El circunloquio anterior quizá solo busca llegar a una cita de Horacio González referida a ese deseo de sacrificios como como motor secreto en el engranaje de destrucción de personas -que nunca se perpetra como tal sino siempre en nombre del Bien o alguna otra palabra con mayúscula que la justifica y la habilita-: “El odio social es así difícil de definir, pues si es verdaderamente tal, debe escapar a las definiciones. Uno de sus componentes se emparenta con una versión truculenta del pensamiento mágico, pues siempre está en juego un asesinato ritual en las fibras más secretas del sentimiento colectivo. Cuando una sociedad elimina la prueba y la reemplaza por el ‘se dice’, cuando el pensamiento colectivo abandona el beneficio de la duda, dejando liberada la contingencia entre los hechos, para reunirlos de un manotón por su mera contigüidad aleatoria -anulando lo que los separa constantemente en el tiempo y en el espacio-, se produce un predominio instantáneo de una culpabilidad secreta, diseñada por los nigromantes de las corporaciones mediáticas. Y ellas, dueñas del arquetipo con el cual se van ordenando y clasificando las vidas. No es que manipulan. Clasifican, impugnan, tachan, y dejan fuera de juego. Defienden el derecho a tener ciudadanía o quedar expulsado de la Ciudad, ser un expatriado como productor de habla, de signos y atesorador de su propia mortalidad. Una corporación comienza a serlo verdaderamente cuando establece la cuota de muertos reales que le son necesarios a la Maquinaria, y la cuota de muertos civiles que deben embadurnar con su sudor cavernoso, aquel poder invisible”[1].

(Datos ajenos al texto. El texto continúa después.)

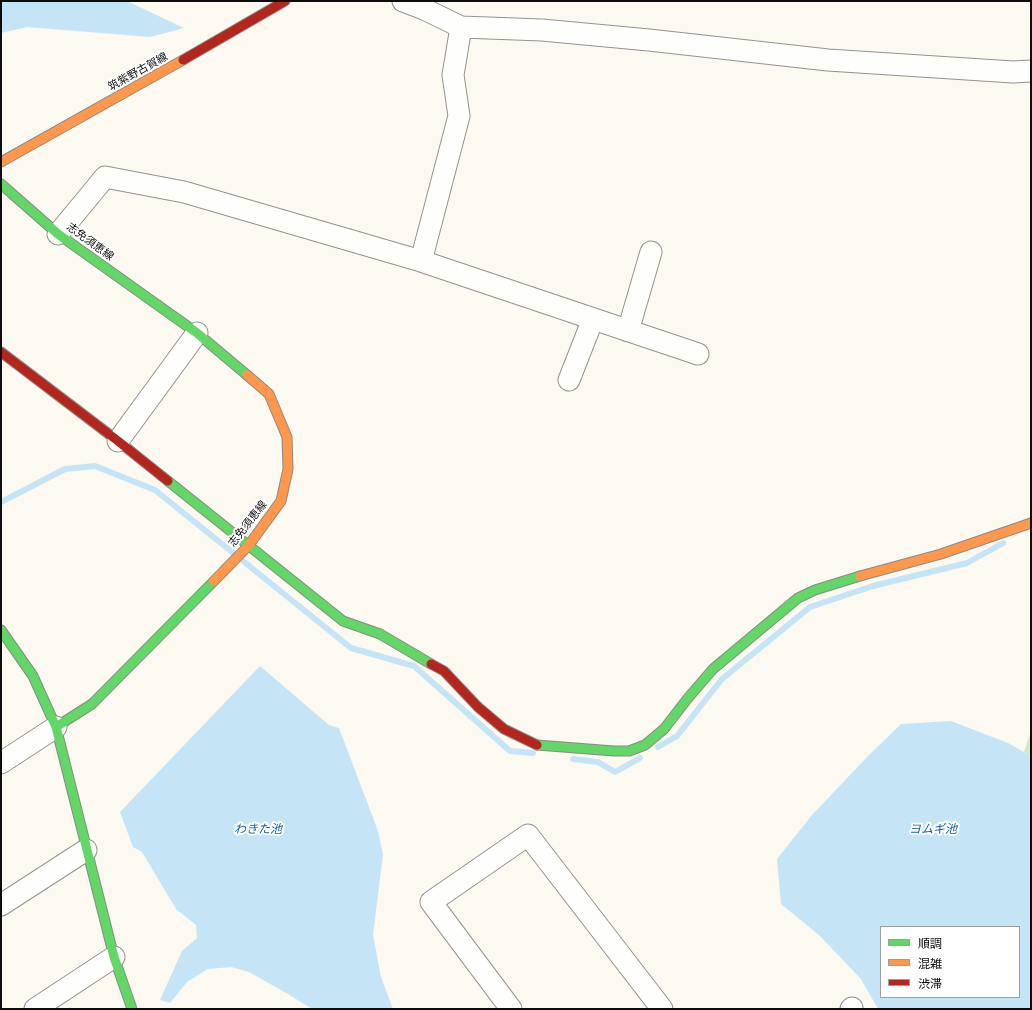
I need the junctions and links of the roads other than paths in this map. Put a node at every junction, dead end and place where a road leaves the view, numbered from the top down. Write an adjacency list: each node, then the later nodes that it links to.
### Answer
1 (285, 1): 5 (street, 筑紫野古賀線)
2 (402, 1): 3 (street)
3 (461, 27): 4 (street); 9 (street)
4 (1031, 72)
5 (1, 162)
6 (1, 184): 7 (street, 志免須恵線)
7 (58, 234): 9 (street); 12 (street, 志免須恵線)
8 (651, 252): 11 (street)
9 (421, 261): 10 (street)
10 (593, 319): 11 (street); 15 (street)
11 (628, 331): 14 (street)
12 (198, 333): 16 (street); 18 (street, 志免須恵線)
13 (1, 352): 16 (street)
14 (698, 354)
15 (569, 380)
16 (118, 441): 18 (street)
17 (1031, 523): 18 (street)
18 (249, 545): 20 (street, 志免須恵線)
19 (1, 630): 20 (street)
20 (56, 727): 21 (street); 22 (street)
21 (1, 763)
22 (86, 850): 23 (street); 24 (street)
23 (1, 905)
24 (114, 957): 25 (street); 26 (street)
25 (35, 1009)
26 (132, 1009)
27 (511, 1009): 28 (street)
28 (662, 1009)

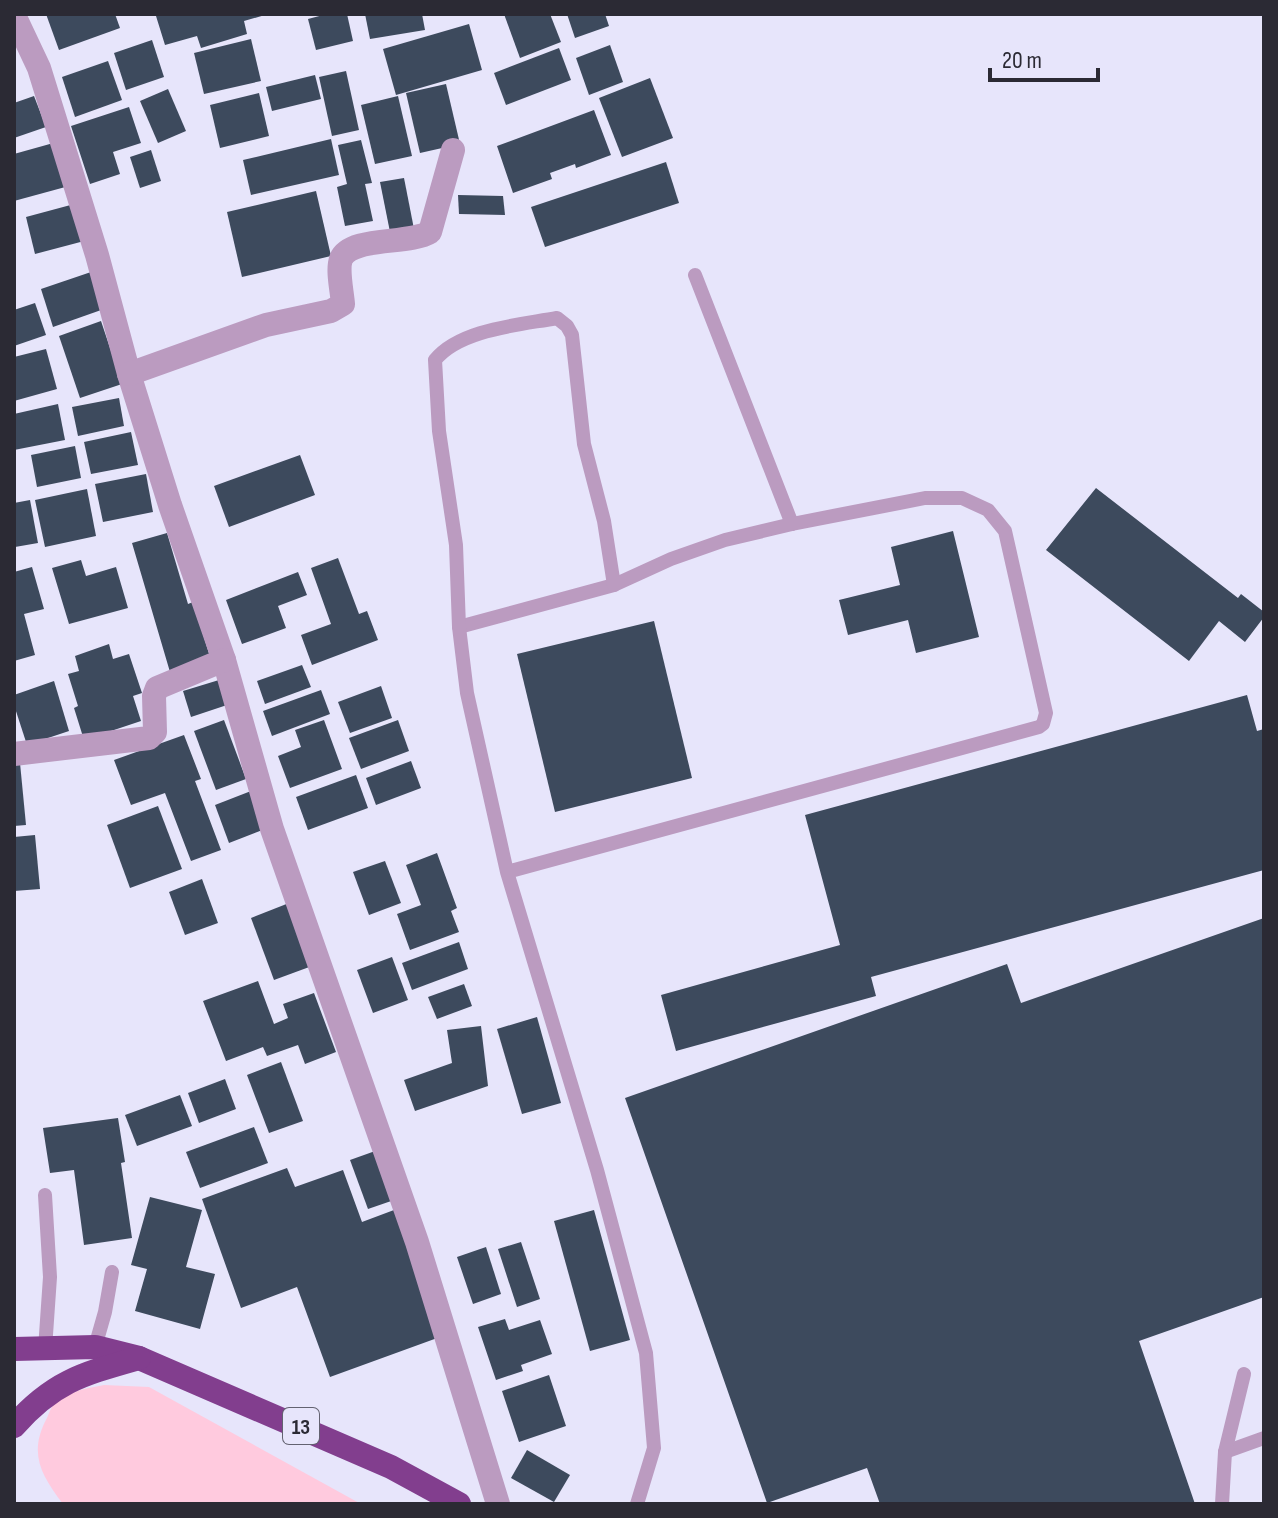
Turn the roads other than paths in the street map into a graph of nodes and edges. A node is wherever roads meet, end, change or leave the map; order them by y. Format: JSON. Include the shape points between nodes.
{"nodes":[{"id":1,"x":14,"y":15,"type":"edge"},
{"id":2,"x":453,"y":150,"type":"dead end"},
{"id":3,"x":695,"y":275,"type":"dead end"},
{"id":4,"x":129,"y":374,"type":"junction"},
{"id":5,"x":792,"y":524,"type":"junction"},
{"id":6,"x":614,"y":585,"type":"junction"},
{"id":7,"x":459,"y":627,"type":"junction"},
{"id":8,"x":224,"y":660,"type":"junction"},
{"id":9,"x":14,"y":754,"type":"edge"},
{"id":10,"x":507,"y":872,"type":"junction"},
{"id":11,"x":45,"y":1195,"type":"dead end"},
{"id":12,"x":112,"y":1272,"type":"dead end"},
{"id":13,"x":95,"y":1347,"type":"junction"},
{"id":14,"x":14,"y":1349,"type":"edge"},
{"id":15,"x":45,"y":1349,"type":"junction"},
{"id":16,"x":139,"y":1358,"type":"junction"},
{"id":17,"x":1244,"y":1374,"type":"dead end"},
{"id":18,"x":14,"y":1426,"type":"edge"},
{"id":19,"x":1264,"y":1438,"type":"edge"},
{"id":20,"x":1225,"y":1452,"type":"junction"},
{"id":21,"x":459,"y":1504,"type":"edge"},
{"id":22,"x":498,"y":1504,"type":"edge"},
{"id":23,"x":637,"y":1504,"type":"edge"},
{"id":24,"x":1222,"y":1504,"type":"edge"}],
"edges":[{"from":1,"to":4,"type":"street","via":[[39,68]]},
{"from":2,"to":4,"type":"street","via":[[430,232],[347,251],[340,261],[343,304]]},
{"from":3,"to":5,"type":"lane"},
{"from":4,"to":8,"type":"street"},
{"from":5,"to":6,"type":"lane","via":[[725,540]]},
{"from":5,"to":10,"type":"lane","via":[[925,498],[962,498],[988,510],[1005,531],[1046,713],[1043,724]]},
{"from":6,"to":7,"type":"lane"},
{"from":6,"to":7,"type":"lane","via":[[584,444],[572,335],[557,318],[483,332],[443,350],[434,369],[456,545]]},
{"from":7,"to":10,"type":"lane","via":[[467,693]]},
{"from":8,"to":9,"type":"street","via":[[157,688],[155,732],[149,738]]},
{"from":8,"to":22,"type":"street","via":[[272,829],[417,1242]]},
{"from":10,"to":23,"type":"lane","via":[[646,1353],[654,1448]]},
{"from":11,"to":15,"type":"lane","via":[[50,1277]]},
{"from":12,"to":13,"type":"lane"},
{"from":13,"to":15,"type":"highway","number":"13"},
{"from":13,"to":16,"type":"highway","number":"13"},
{"from":14,"to":15,"type":"highway","number":"13"},
{"from":16,"to":18,"type":"highway","via":[[82,1374],[38,1400]]},
{"from":16,"to":21,"type":"highway","number":"13","via":[[377,1460]]},
{"from":17,"to":20,"type":"lane"},
{"from":19,"to":20,"type":"lane"},
{"from":20,"to":24,"type":"lane"}]}
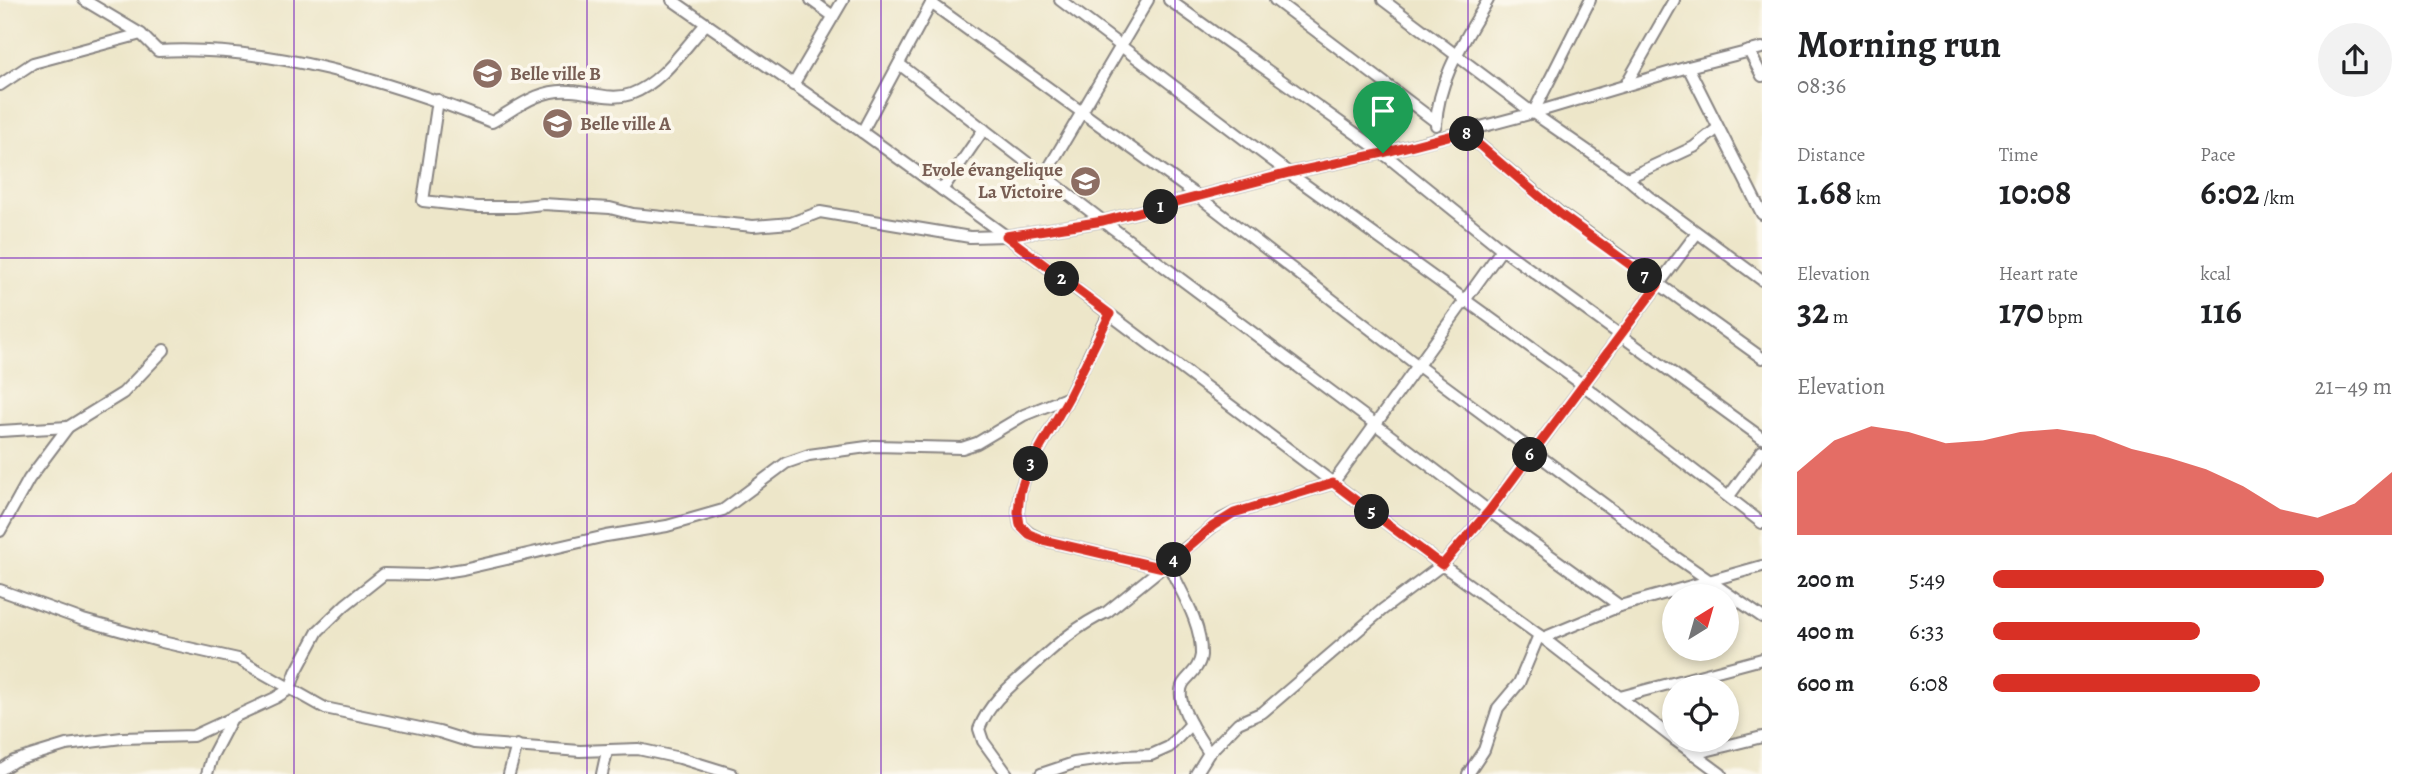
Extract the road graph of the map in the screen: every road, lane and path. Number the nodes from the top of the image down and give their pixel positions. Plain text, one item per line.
1 (84, 0) edge
2 (672, 0) edge
3 (811, 0) edge
4 (843, 0) edge
5 (1060, 0) edge
6 (1148, 0) edge
7 (1169, 0) edge
8 (1275, 0) edge
9 (1383, 0) edge
10 (1406, 0) edge
11 (1488, 0) edge
12 (1590, 0) edge
13 (1674, 0) edge
14 (932, 1) edge
15 (1398, 11) junction
16 (833, 16) junction
17 (706, 24) junction
18 (141, 34) junction
19 (1121, 46) junction
20 (1762, 48) edge
21 (1749, 51) junction
22 (1456, 55) junction
23 (899, 64) junction
24 (1688, 66) junction
25 (1762, 76) edge
26 (0, 85) edge
27 (793, 85) junction
28 (1625, 86) junction
29 (438, 100) junction
30 (1081, 113) junction
31 (1533, 113) junction
32 (1436, 122) junction
33 (1718, 128) junction
34 (984, 130) junction
35 (862, 132) junction
36 (1464, 132) junction
37 (1437, 138) junction
38 (1383, 153) junction
39 (1289, 173) junction
40 (1044, 176) junction
41 (1627, 178) junction
42 (942, 190) junction
43 (1199, 197) junction
44 (1762, 214) edge
45 (1103, 221) junction
46 (1697, 233) junction
47 (1006, 236) junction
48 (1502, 249) junction
49 (1762, 280) edge
50 (1658, 285) junction
51 (1465, 302) junction
52 (1110, 314) junction
53 (1621, 333) junction
54 (164, 350) dead end
55 (1762, 358) edge
56 (1417, 365) junction
57 (1583, 385) junction
58 (1069, 397) junction
59 (1376, 424) junction
60 (68, 427) junction
61 (0, 431) edge
62 (1762, 438) edge
63 (1762, 451) edge
64 (1533, 452) junction
65 (1333, 483) junction
66 (1729, 496) junction
67 (1489, 511) junction
68 (1762, 523) edge
69 (0, 531) edge
70 (1442, 565) junction
71 (1166, 566) junction
72 (1762, 566) edge
73 (1712, 580) junction
74 (0, 590) edge
75 (1620, 606) junction
76 (1762, 617) edge
77 (1541, 637) junction
78 (1762, 659) edge
79 (290, 689) junction
80 (1620, 696) junction
81 (232, 718) junction
82 (1191, 724) junction
83 (1662, 730) edge
84 (1762, 737) edge
85 (517, 745) junction
86 (607, 751) junction
87 (1690, 752) edge
88 (1209, 753) junction
89 (1693, 754) junction
90 (0, 770) edge
91 (206, 774) edge
92 (509, 774) edge
93 (602, 774) edge
94 (732, 774) edge
95 (1007, 774) edge
96 (1041, 774) edge
97 (1196, 774) edge
98 (1468, 774) edge
99 (1721, 774) edge

1 - 18 street
2 - 17 street
3 - 16 street
4 - 16 street
5 - 19 street
6 - 19 street
7 - 38 street
8 - 32 street
9 - 15 street
10 - 15 street
11 - 22 street
12 - 31 street
13 - 28 street
14 - 23 street
14 - 30 street
15 - 22 street
16 - 27 street
17 - 27 street
17 - 29 street
18 - 26 street
18 - 29 street
19 - 30 street
19 - 39 street
20 - 21 street
21 - 24 street
21 - 25 street
22 - 31 street
22 - 32 street
23 - 34 street
23 - 35 street
24 - 28 street
24 - 33 street
27 - 35 street
28 - 31 street
29 - 47 street
30 - 40 street
30 - 43 street
31 - 36 street
31 - 41 street
32 - 37 street
33 - 41 street
33 - 44 street
34 - 40 street
34 - 42 street
35 - 42 street
36 - 37 street
36 - 50 street
37 - 38 street
38 - 39 street
38 - 48 street
39 - 43 street
39 - 51 street
40 - 45 street
41 - 46 street
42 - 47 street
43 - 45 street
43 - 56 street
45 - 47 street
45 - 59 street
46 - 49 street
46 - 50 street
47 - 52 street
48 - 51 street
48 - 53 street
50 - 53 street
50 - 55 street
51 - 56 street
51 - 57 street
52 - 58 street
52 - 65 street
53 - 57 street
53 - 62 street
54 - 60 street
56 - 59 street
56 - 64 street
57 - 64 street
57 - 66 street
58 - 71 street
58 - 79 street
59 - 65 street
59 - 67 street
60 - 61 street
60 - 69 street
63 - 66 street
64 - 67 street
64 - 73 street
65 - 70 street
65 - 71 street
66 - 68 street
67 - 70 street
67 - 75 street
70 - 77 street
70 - 88 street
71 - 82 street
71 - 95 street
72 - 73 street
73 - 75 street
73 - 76 street
74 - 79 street
75 - 77 street
77 - 80 street
77 - 98 street
78 - 80 street
79 - 81 street
79 - 85 street
80 - 83 street
81 - 90 street
81 - 91 street
82 - 88 street
82 - 96 street
84 - 89 street
85 - 86 street
85 - 92 street
86 - 93 street
86 - 94 street
87 - 89 street
88 - 97 street
89 - 99 street

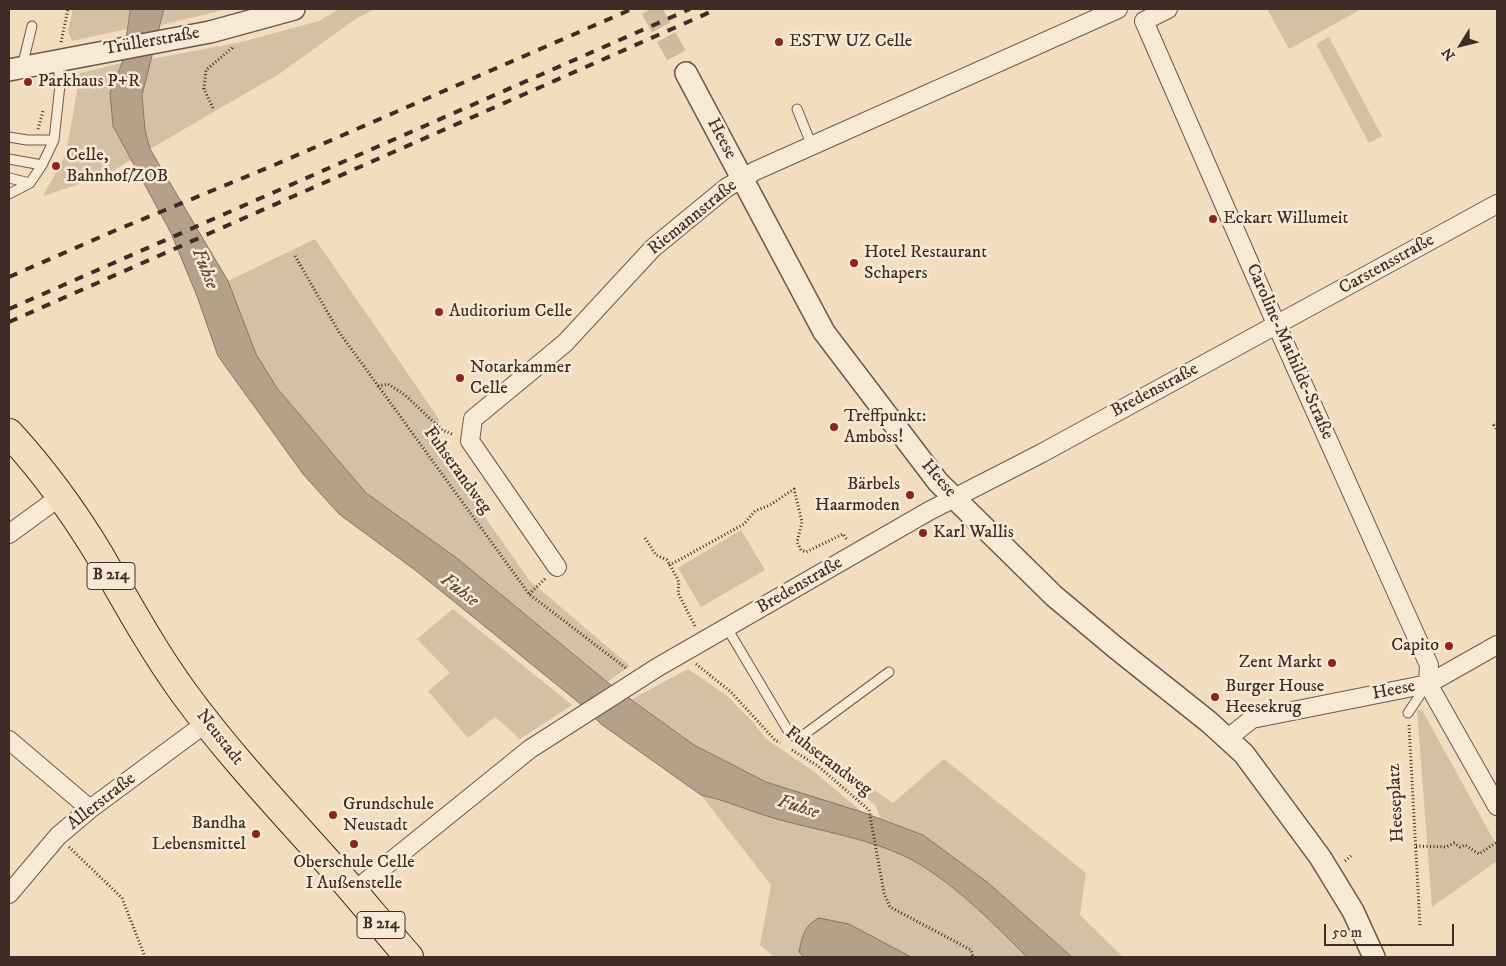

Toda sociedad debe lidiar con el asedio de algo inmemorial; con una violencia suspendida cuyo desencadenamiento cada generación tendrá la tarea de impedir -o, cuando no es capaz de hacerlo, al menos de nombrar. Y sostener la mirada de esa niña romaní que observa -también a quienes no habíamos nacido aún- desde una abertura del tren que la conducirá a Auschwitz. Se llamaba Settela Steinbach y su rostro fue registrado hace exactamente 80 años, el 19 de mayo de 1944, justo un momento antes de que su madre la llamara por su nombre para que dejara de mirar hacia afuera.
Córdoba, 19 de mayo de 2024.
*El autor es investigador del Conicet y docente de la UNSAM.
[1] Horacio González, Humanismo, impugnación y resistencia. Cuadernos olvidados en viejos pupitres, Colihue, Buenos Aires, 2021, pp. 112-113.
2 Comments
Gracias, Diego Tatiana por elusidar un tema de esa magnitud y muy actual.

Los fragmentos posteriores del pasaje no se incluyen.